Keeping every character in place, output all the data.
--- START ---
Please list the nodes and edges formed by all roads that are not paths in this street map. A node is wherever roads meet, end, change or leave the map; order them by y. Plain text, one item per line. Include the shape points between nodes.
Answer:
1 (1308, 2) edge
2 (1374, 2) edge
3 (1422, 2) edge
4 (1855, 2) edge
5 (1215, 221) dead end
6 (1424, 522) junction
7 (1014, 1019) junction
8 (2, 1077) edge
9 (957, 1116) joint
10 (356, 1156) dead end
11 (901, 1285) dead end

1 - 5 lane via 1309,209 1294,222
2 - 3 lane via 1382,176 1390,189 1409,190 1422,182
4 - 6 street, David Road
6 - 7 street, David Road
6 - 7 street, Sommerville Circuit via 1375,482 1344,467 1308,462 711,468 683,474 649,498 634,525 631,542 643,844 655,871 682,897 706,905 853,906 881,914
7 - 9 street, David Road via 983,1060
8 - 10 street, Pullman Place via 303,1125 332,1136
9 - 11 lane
--- END ---
Exercise output:
Please list the nodes and edges formed by all roads that are not paths in this street map. A node is wherever roads meet, end, change or leave the map; order them by y. Plain text, one item per line. Include the shape points between nodes.
Answer:
1 (1308, 2) edge
2 (1374, 2) edge
3 (1422, 2) edge
4 (1855, 2) edge
5 (1215, 221) dead end
6 (1424, 522) junction
7 (1014, 1019) junction
8 (2, 1077) edge
9 (957, 1116) joint
10 (356, 1156) dead end
11 (901, 1285) dead end

1 - 5 lane via 1309,209 1294,222
2 - 3 lane via 1382,176 1390,189 1409,190 1422,182
4 - 6 street, David Road
6 - 7 street, David Road
6 - 7 street, Sommerville Circuit via 1375,482 1344,467 1308,462 711,468 683,474 649,498 634,525 631,542 643,844 655,871 682,897 706,905 853,906 881,914
7 - 9 street, David Road via 983,1060
8 - 10 street, Pullman Place via 303,1125 332,1136
9 - 11 lane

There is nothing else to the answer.